A common meta thing that I need in python is to find the version of a package. Most of the time I reach for package_name.__version__, but that does not always work.

but not all projects have a __version__

In searching the internet for an answer nearly every one of them pointed me to __version__. This works for most projects, but is simply a convention, its not required. Not all projects implement a __version__, but most do. I've never seen it lie to me, but there is nothing stopping someone from shipping mismatched versions.

If you maintain a project ship a __version__

I appreciate it

While its not required its super handy and easy for anyone to remember off the top of their head. It makes it easy to start debugging differences between what you have vs what you see somewhere else.
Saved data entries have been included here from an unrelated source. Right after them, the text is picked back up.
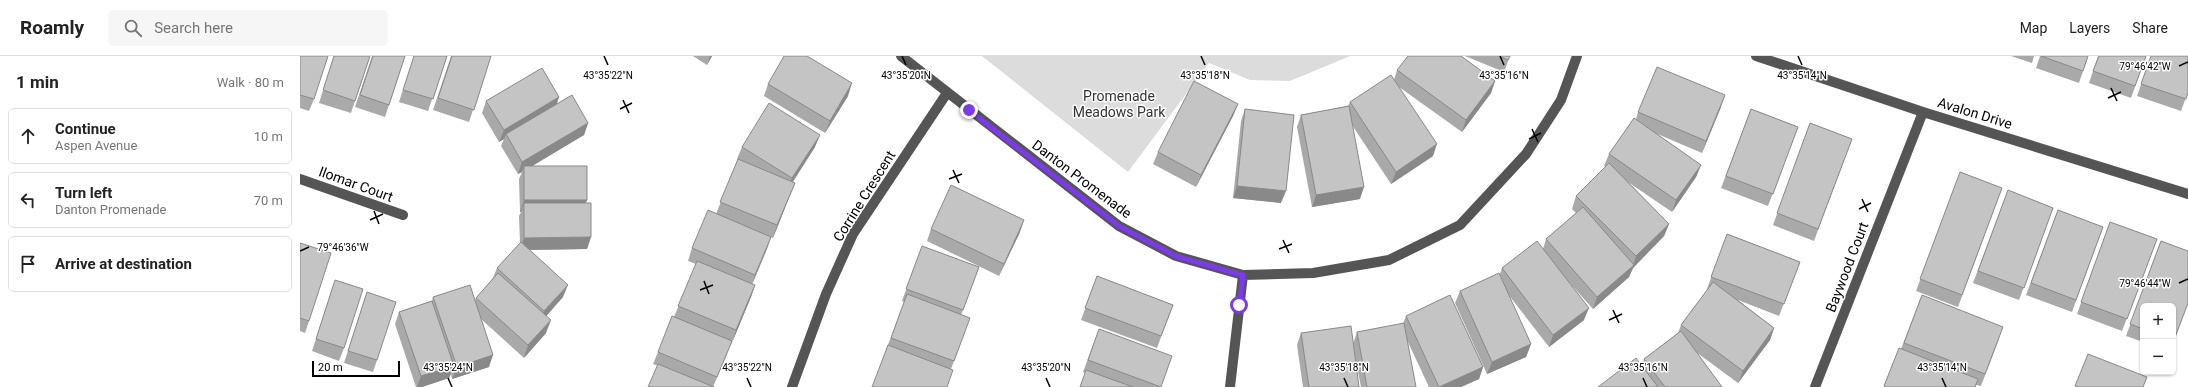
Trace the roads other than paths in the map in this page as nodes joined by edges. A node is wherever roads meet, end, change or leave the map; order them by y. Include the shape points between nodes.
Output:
1 (901, 56) edge
2 (1577, 56) edge
3 (1756, 56) edge
4 (947, 93) junction
5 (1923, 112) junction
6 (300, 179) edge
7 (2188, 194) edge
8 (403, 216) dead end
9 (1243, 275) junction
10 (792, 387) edge
11 (1230, 387) edge
12 (1815, 387) edge

1 - 4 street, Danton Promenade
2 - 9 street, Danton Promenade via 1561,100 1526,154 1460,225 1389,260 1313,273
3 - 5 street, Avalon Drive
4 - 9 street, Danton Promenade via 1119,226 1176,256
4 - 10 street, Corrine Crescent via 854,234 826,294
5 - 7 street, Avalon Drive
5 - 12 street, Baywood Court
6 - 8 street, Ilomar Court
9 - 11 street

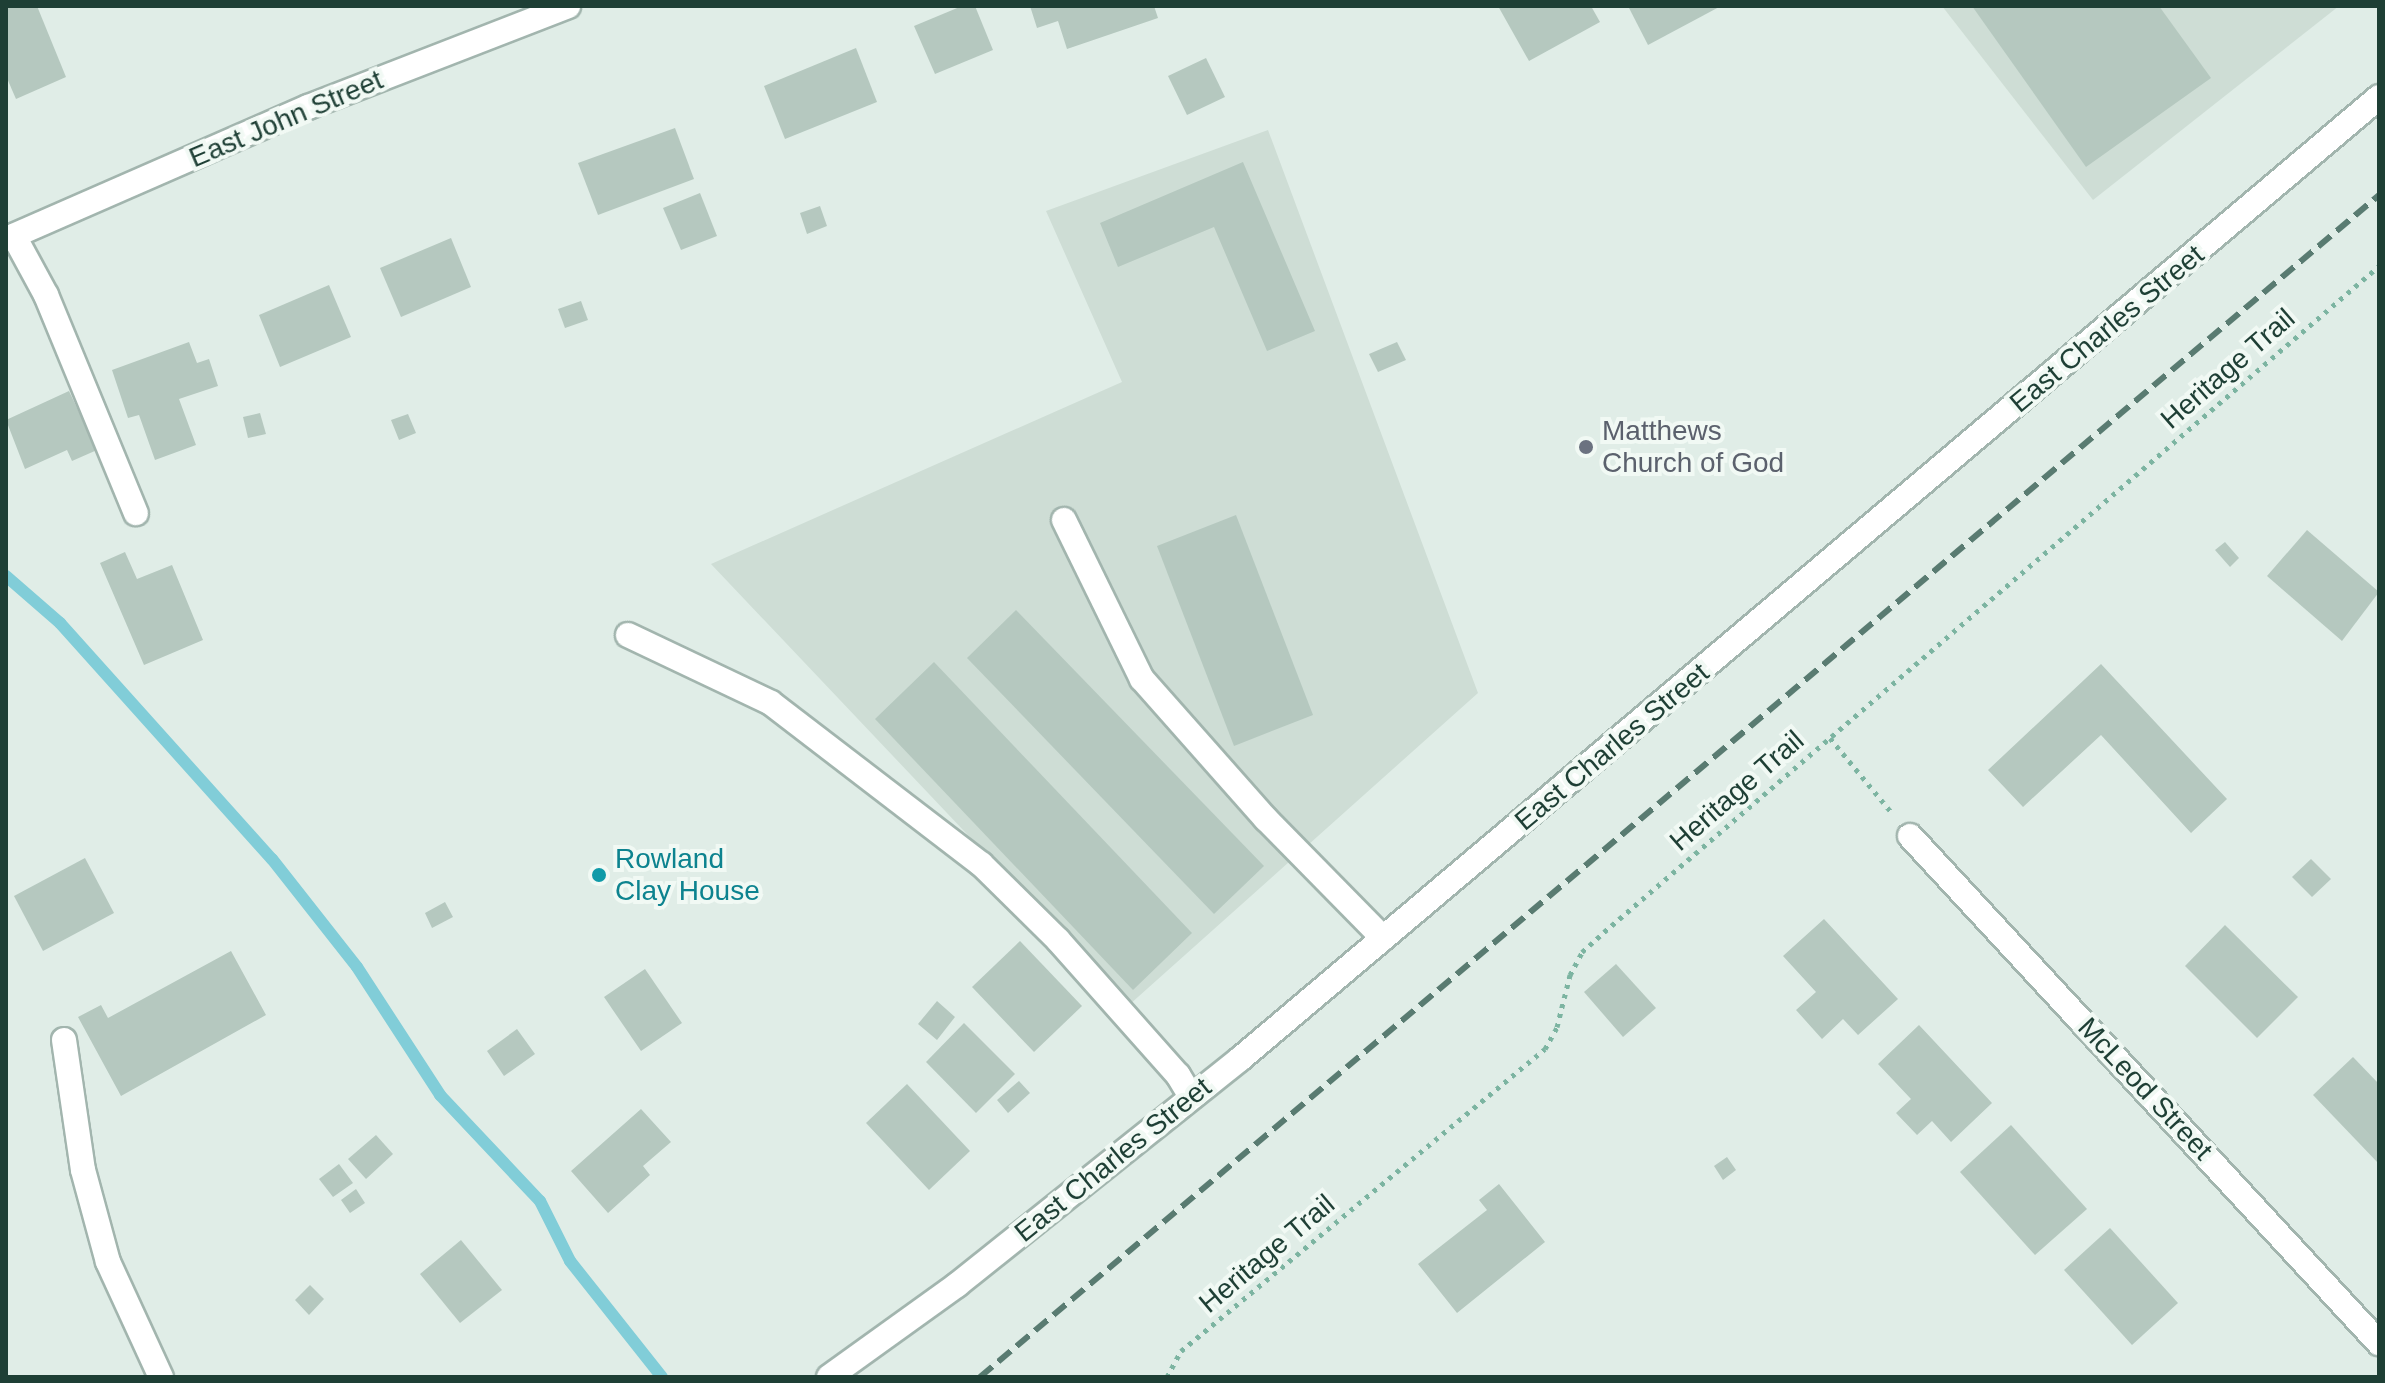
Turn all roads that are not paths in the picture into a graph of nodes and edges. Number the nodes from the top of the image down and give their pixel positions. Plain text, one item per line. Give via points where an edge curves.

You can do this by dropping a __version__ variable inside your __init__.py file.


## __init__.py
__version__ = 1.0.0

SO

stack overflow saves the day

Special thanks to this Stack Overflow post for answering this question for me.

So what do you do...

importlib

Your next option is to reach into the package metadata of the package that you are interested in, and this has changed over time as highlighted in the stack overflow post.

for Python >= 3.8:


from importlib.metadata import version

version('markata')
# `0.3.0.b4`

I only really use python >= 3.8 these days, but if you need to implement it for an older version check out the stack overflow post.

Another option..

use the command line

Another common option uses pip at the command line.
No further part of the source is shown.